Let’s just say that I’m going to do most of things “right” (I plan to work with blog consultants/coaches to make sure I do, if I do get going on this) and that I have chosen niches that aren’t going to tap out only after a year of blogging.

I need to look at this from two sets of numbers:

  1. Traffic — monthly visits/visitors/page-views, and
  2. Advertising income. This is only one of my revenue streams, but I do need to know.

For example, Steve Pavlina was pulling in about 400k visitors per month and $1400 in Adsense revenue on his 13th month of full-time blogging, according to his post.  I am guessing that is an exceptional growth, one that I can’t expect to match in the current climate.  But can I expect to be half as good? A quarter? Are there any other bloggers who matched Steve’s growth in one year, or exceeded it?   What is a realistic estimate of what I can achieve if I blogged full time for a year?

Any guess? And who should I go ask? Tina Su? Leo Babauta? They may be too big to be bothered by someone like me — who else is in a position to give me an educated guess? I did send an e-mail to Mr. Remarkablogger.


  1. It’s a tough question… I personally feel that you need to have a lot of traffic to make a decent income. I would say a minimum of say 10K page views (or 5000 visitors) per day and roughly that much RSS readers to start making ‘decent’ money. Of course, if you want to make $25K per month you may need ten times that number!


    Ajith Edassery´s last blog post..Understand your blog posts’ visibility via Google Webmaster Tools (and take corrective measures, if necessary)

    1. Hi Ajith,

      Thanks for your insight. That said, it wasn’t quite the answer I was asking about — It was about what I can realistically expect after a year of full-time blogging. I edited the post to explain myself better.

      Your estimate of 5k visitors per day puts us to about 150k visitors per month. If I did everything right and worked full time for a year, can I expect to build that much traffic? Or is that too optimistic? And what is a minimum ad income you can expect to make from such a traffic, assuming I do a competent job of ad optimization?

      I realize it’s a stab in the dark. But there are people who are successful with blogging, so I ought to be able to come up with some numbers based on what’s been done before. I’m going to ask around until I get a sense of it.

      Thanks again, Ajith!


      1. Ari,
        I am the wrong one to ask on this as my blog is only 7-8 months old. I started monetizing only about 4-5 months ago and understandably results are not that great.

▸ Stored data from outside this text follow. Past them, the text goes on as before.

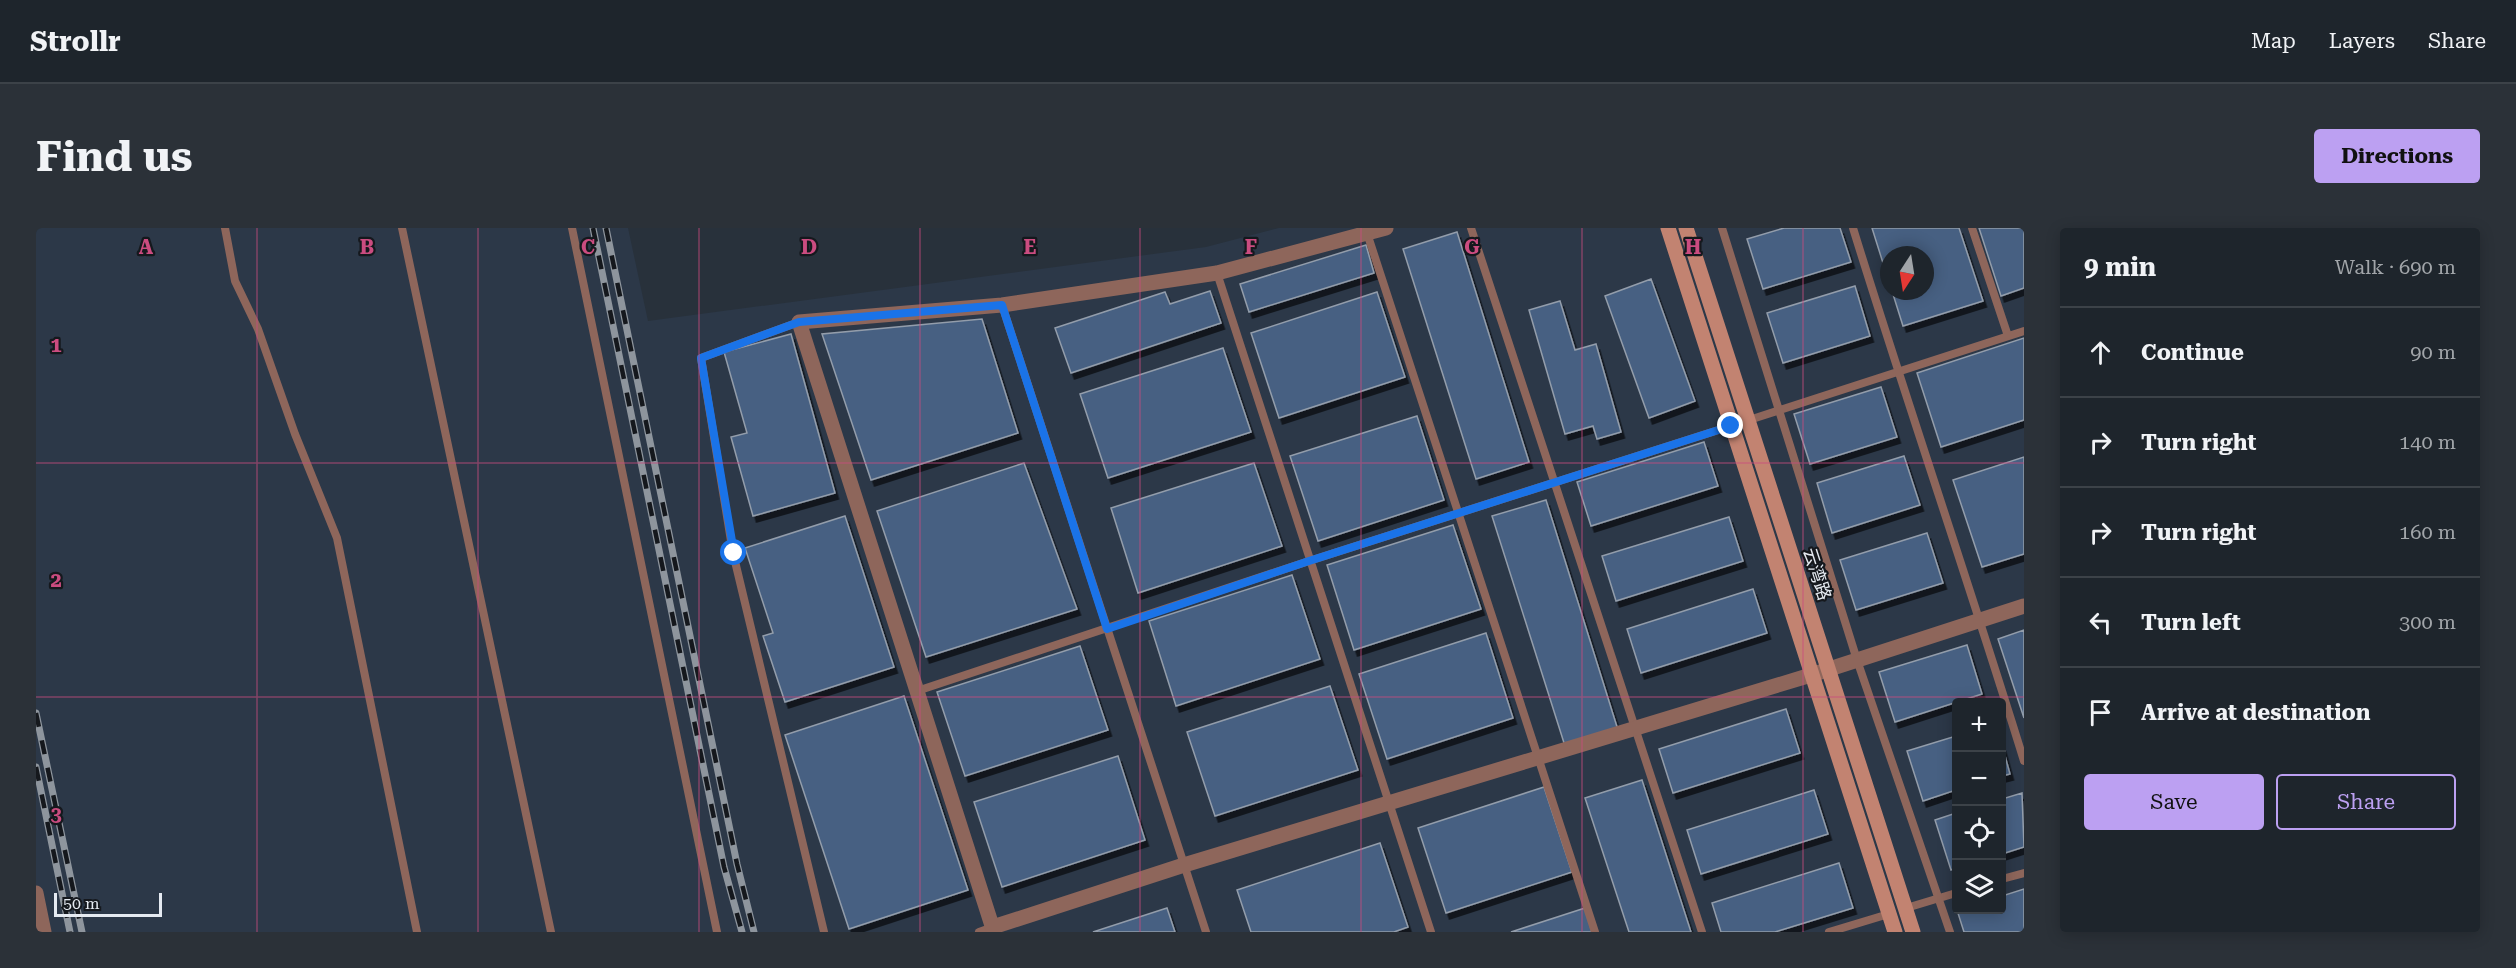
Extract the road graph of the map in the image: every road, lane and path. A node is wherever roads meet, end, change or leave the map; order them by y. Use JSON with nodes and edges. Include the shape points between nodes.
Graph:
{"nodes":[{"id":1,"x":225,"y":228,"type":"edge"},
{"id":2,"x":402,"y":228,"type":"edge"},
{"id":3,"x":572,"y":228,"type":"edge"},
{"id":4,"x":1386,"y":228,"type":"edge"},
{"id":5,"x":1471,"y":228,"type":"edge"},
{"id":6,"x":1668,"y":228,"type":"edge"},
{"id":7,"x":1686,"y":228,"type":"edge"},
{"id":8,"x":1722,"y":228,"type":"edge"},
{"id":9,"x":1853,"y":228,"type":"edge"},
{"id":10,"x":1972,"y":228,"type":"edge"},
{"id":11,"x":1367,"y":233,"type":"junction"},
{"id":12,"x":1217,"y":273,"type":"junction"},
{"id":13,"x":1002,"y":305,"type":"junction"},
{"id":14,"x":799,"y":322,"type":"junction"},
{"id":15,"x":2024,"y":331,"type":"edge"},
{"id":16,"x":2008,"y":336,"type":"junction"},
{"id":17,"x":1897,"y":372,"type":"junction"},
{"id":18,"x":1778,"y":411,"type":"junction"},
{"id":19,"x":1747,"y":421,"type":"junction"},
{"id":20,"x":1731,"y":426,"type":"junction"},
{"id":21,"x":1553,"y":484,"type":"junction"},
{"id":22,"x":1459,"y":514,"type":"junction"},
{"id":23,"x":1309,"y":561,"type":"junction"},
{"id":24,"x":2024,"y":606,"type":"edge"},
{"id":25,"x":1980,"y":620,"type":"junction"},
{"id":26,"x":1107,"y":629,"type":"junction"},
{"id":27,"x":1857,"y":660,"type":"junction"},
{"id":28,"x":1828,"y":670,"type":"junction"},
{"id":29,"x":1811,"y":675,"type":"junction"},
{"id":30,"x":917,"y":691,"type":"junction"},
{"id":31,"x":1635,"y":727,"type":"junction"},
{"id":32,"x":1538,"y":758,"type":"junction"},
{"id":33,"x":2024,"y":761,"type":"edge"},
{"id":34,"x":1388,"y":804,"type":"junction"},
{"id":35,"x":1184,"y":865,"type":"junction"},
{"id":36,"x":2024,"y":873,"type":"edge"},
{"id":37,"x":2006,"y":878,"type":"edge"},
{"id":38,"x":36,"y":893,"type":"edge"},
{"id":39,"x":1952,"y":894,"type":"edge"},
{"id":40,"x":1940,"y":898,"type":"junction"},
{"id":41,"x":1906,"y":909,"type":"junction"},
{"id":42,"x":1889,"y":914,"type":"junction"},
{"id":43,"x":989,"y":930,"type":"edge"},
{"id":44,"x":44,"y":932,"type":"edge"},
{"id":45,"x":417,"y":932,"type":"edge"},
{"id":46,"x":551,"y":932,"type":"edge"},
{"id":47,"x":717,"y":932,"type":"edge"},
{"id":48,"x":824,"y":932,"type":"edge"},
{"id":49,"x":1206,"y":932,"type":"edge"},
{"id":50,"x":1431,"y":932,"type":"edge"},
{"id":51,"x":1595,"y":932,"type":"edge"},
{"id":52,"x":1702,"y":932,"type":"edge"},
{"id":53,"x":1829,"y":932,"type":"edge"},
{"id":54,"x":1895,"y":932,"type":"edge"},
{"id":55,"x":1913,"y":932,"type":"edge"},
{"id":56,"x":1950,"y":932,"type":"edge"}],
"edges":[{"from":1,"to":45,"type":"lane","via":[[235,281],[258,329],[337,538]]},
{"from":2,"to":46,"type":"lane"},
{"from":3,"to":47,"type":"lane"},
{"from":4,"to":11,"type":"street"},
{"from":5,"to":21,"type":"lane"},
{"from":6,"to":20,"type":"main road","name":"云湾路"},
{"from":7,"to":19,"type":"main road","name":"云湾路"},
{"from":8,"to":18,"type":"lane"},
{"from":9,"to":17,"type":"lane"},
{"from":10,"to":16,"type":"lane"},
{"from":11,"to":12,"type":"street"},
{"from":11,"to":22,"type":"lane"},
{"from":12,"to":13,"type":"street"},
{"from":12,"to":23,"type":"lane"},
{"from":13,"to":14,"type":"street"},
{"from":13,"to":26,"type":"lane"},
{"from":14,"to":30,"type":"street"},
{"from":14,"to":48,"type":"lane","via":[[701,358],[734,553]]},
{"from":15,"to":16,"type":"lane"},
{"from":16,"to":17,"type":"lane"},
{"from":17,"to":18,"type":"lane"},
{"from":17,"to":25,"type":"lane"},
{"from":18,"to":19,"type":"lane"},
{"from":18,"to":27,"type":"lane"},
{"from":19,"to":20,"type":"lane"},
{"from":19,"to":28,"type":"main road","name":"云湾路"},
{"from":20,"to":21,"type":"lane"},
{"from":20,"to":29,"type":"main road","name":"云湾路"},
{"from":21,"to":22,"type":"lane"},
{"from":21,"to":31,"type":"lane"},
{"from":22,"to":23,"type":"lane"},
{"from":22,"to":32,"type":"lane"},
{"from":23,"to":26,"type":"lane"},
{"from":23,"to":34,"type":"lane"},
{"from":24,"to":25,"type":"street"},
{"from":25,"to":27,"type":"street"},
{"from":25,"to":33,"type":"lane"},
{"from":26,"to":30,"type":"lane"},
{"from":26,"to":35,"type":"lane"},
{"from":27,"to":28,"type":"street"},
{"from":27,"to":40,"type":"lane"},
{"from":28,"to":29,"type":"street"},
{"from":28,"to":41,"type":"main road","name":"云湾路"},
{"from":29,"to":31,"type":"street"},
{"from":29,"to":42,"type":"main road","name":"云湾路"},
{"from":30,"to":43,"type":"street"},
{"from":31,"to":32,"type":"street"},
{"from":31,"to":52,"type":"lane"},
{"from":32,"to":34,"type":"street"},
{"from":32,"to":51,"type":"lane"},
{"from":34,"to":35,"type":"street"},
{"from":34,"to":50,"type":"lane"},
{"from":35,"to":43,"type":"street"},
{"from":35,"to":49,"type":"lane"},
{"from":36,"to":37,"type":"lane"},
{"from":38,"to":44,"type":"street"},
{"from":39,"to":40,"type":"lane"},
{"from":40,"to":41,"type":"lane"},
{"from":40,"to":56,"type":"lane"},
{"from":41,"to":42,"type":"lane"},
{"from":41,"to":55,"type":"main road","name":"云湾路"},
{"from":42,"to":53,"type":"lane"},
{"from":42,"to":54,"type":"main road","name":"云湾路"}]}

        I personally feel that if you plan properly and set targets/interim milestones (and spend a lot of time and some money) anything is possible. The only thing that you are not doing all that perfectly right now is the SEO, social media, backlink building activities. Those who make it big really get a lot of traffic from twitter, stumble etc. Without this you cannot realistically monetize bigtime. Also you need to be picky and planned on your moneymaking instruments (Which Ad networks, CPM/CPC ads, private ad sales etc). And again those big bloggers made it bigger with a lot of affiliate sales and paid reviews. That’s a must I think. Plus en route, you need to write a couple of eBooks – perhaps in your niche it doesn’t need to be free ebooks.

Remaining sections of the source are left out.